Pakistani JIT’s Visit

    Pathankot military airbase was attacked by terrorists on the intervening night of 1-2 January 2016.
    Pakistan’s five-member Joint Investigation Team was allowed to visited Pathankot military airbase.

  • Modi’s own ministers had expressed reservations against Pakistani JIT being allowed access.
  • India’s Pakistan policy is being driven by the PMO rather than the foreign offices of the two countries.

As the PM candidate during general election campaign, he used to haul the then-UPA government headed by Manmohan Singh over coals for his alleged sins of omission and commission relating to Pakistan.

Now as PM, he is singing a different tune and has gone many miles ahead of Manmohan Singh in his desperate bid to don a statesman’s cap. The latest example being his decision to allow access to the Pathankot airbase to a Pakistani team comprising, among others, an ISI official to investigate the January 2-5 terror attack.

Clearly, Modi was wrong either then or now. His two stances are irreconcilable. Never before has India seen a prime minister who has vacillated as much as Modi has.
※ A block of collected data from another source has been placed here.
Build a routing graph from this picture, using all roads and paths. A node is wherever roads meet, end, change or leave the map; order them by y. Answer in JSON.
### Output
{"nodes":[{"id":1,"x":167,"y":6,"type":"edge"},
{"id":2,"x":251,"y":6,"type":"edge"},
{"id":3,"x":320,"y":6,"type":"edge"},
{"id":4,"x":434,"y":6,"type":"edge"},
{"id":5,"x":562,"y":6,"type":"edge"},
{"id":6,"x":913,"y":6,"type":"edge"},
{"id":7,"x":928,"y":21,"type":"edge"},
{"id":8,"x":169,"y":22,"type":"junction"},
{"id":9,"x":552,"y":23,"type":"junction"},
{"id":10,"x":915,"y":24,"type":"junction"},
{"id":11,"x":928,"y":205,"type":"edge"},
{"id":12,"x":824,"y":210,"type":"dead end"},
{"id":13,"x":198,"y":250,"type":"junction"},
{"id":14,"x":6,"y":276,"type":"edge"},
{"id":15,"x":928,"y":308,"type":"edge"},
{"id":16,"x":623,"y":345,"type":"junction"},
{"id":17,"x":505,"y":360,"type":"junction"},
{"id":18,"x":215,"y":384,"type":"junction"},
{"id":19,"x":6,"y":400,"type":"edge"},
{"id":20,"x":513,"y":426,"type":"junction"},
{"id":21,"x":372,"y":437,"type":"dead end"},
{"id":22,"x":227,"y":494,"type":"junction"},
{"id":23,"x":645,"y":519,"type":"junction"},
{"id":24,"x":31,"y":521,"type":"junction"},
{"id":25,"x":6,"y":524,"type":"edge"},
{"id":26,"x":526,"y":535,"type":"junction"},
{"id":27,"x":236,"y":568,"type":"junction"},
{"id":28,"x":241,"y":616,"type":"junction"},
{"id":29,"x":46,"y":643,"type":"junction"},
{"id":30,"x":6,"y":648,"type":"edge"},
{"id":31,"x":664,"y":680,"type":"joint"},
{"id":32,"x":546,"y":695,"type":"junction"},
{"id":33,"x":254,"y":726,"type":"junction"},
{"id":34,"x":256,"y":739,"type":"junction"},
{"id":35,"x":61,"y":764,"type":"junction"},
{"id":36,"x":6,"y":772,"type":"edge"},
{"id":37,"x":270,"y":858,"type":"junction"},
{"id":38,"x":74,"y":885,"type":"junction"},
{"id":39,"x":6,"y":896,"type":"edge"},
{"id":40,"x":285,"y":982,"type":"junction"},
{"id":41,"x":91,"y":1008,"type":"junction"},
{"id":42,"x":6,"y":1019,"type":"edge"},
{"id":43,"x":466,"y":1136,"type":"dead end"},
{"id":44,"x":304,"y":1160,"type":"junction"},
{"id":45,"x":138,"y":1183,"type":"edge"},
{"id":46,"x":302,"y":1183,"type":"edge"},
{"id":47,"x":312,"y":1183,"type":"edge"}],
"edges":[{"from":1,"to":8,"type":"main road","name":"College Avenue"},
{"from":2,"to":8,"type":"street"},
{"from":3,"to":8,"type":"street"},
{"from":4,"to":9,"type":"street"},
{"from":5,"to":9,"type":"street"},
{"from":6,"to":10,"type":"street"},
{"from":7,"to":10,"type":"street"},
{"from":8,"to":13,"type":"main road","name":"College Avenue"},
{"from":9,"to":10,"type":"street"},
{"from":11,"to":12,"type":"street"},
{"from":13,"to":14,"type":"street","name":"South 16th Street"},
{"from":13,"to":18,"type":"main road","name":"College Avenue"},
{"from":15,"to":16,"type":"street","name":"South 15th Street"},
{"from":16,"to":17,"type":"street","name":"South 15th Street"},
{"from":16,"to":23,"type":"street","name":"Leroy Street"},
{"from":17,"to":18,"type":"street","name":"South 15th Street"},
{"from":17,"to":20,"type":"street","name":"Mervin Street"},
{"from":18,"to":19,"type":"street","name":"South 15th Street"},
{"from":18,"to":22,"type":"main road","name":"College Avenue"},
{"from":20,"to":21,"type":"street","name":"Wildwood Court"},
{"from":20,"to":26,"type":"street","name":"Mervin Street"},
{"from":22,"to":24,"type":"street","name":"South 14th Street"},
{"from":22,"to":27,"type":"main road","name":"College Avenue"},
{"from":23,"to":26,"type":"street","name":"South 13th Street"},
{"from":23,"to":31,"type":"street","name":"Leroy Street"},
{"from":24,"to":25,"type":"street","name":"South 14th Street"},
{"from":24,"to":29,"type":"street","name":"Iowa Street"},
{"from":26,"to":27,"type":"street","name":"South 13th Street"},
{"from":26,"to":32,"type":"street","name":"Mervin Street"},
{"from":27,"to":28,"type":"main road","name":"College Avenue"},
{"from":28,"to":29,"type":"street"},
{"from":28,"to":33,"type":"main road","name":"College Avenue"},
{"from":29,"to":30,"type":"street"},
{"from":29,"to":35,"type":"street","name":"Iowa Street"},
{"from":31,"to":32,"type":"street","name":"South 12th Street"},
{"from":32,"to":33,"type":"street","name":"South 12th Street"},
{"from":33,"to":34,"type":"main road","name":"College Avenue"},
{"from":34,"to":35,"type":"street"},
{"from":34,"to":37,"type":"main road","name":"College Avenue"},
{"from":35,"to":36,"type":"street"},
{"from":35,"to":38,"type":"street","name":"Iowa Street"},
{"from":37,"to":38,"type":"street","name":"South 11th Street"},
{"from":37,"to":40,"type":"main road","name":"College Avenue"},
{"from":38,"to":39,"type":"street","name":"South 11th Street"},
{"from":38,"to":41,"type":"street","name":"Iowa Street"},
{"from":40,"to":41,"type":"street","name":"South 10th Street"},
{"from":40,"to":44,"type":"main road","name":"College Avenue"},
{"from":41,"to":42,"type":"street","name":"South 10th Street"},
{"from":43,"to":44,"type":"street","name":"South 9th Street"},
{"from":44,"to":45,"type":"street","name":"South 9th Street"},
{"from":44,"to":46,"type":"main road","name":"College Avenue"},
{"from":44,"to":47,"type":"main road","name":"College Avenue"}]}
Crucial decision to allow Pakistani Joint Investigation Team access to the Pathankot airbase was widely criticised.
Briefing of Pakistan JIT members by NIA officers (Photo Courtesy: NIA)

Pakistani JIT Allowed Access to Pathankot Base

What’s worse is the fact that Modi’s Pakistan policy is driven opaquely. Forget about taking parliament or the opposition into confidence before making his mega moves on Pakistan, Modi has not even taken his own party and cabinet colleagues into confidence.

So much so that the crucial decision of allowing the Pakistani Joint Investigation Team (JIT) access to the Pathankot military base – the very base which will be pivotal for launching military operations against Pakistan should a full-scale war were to break out between India and Pakistan – was not brought up before the cabinet for a thorough discussion.

(Also read: Pathankot: Exclusive Details of NIA Presentation to Pakistan JIT)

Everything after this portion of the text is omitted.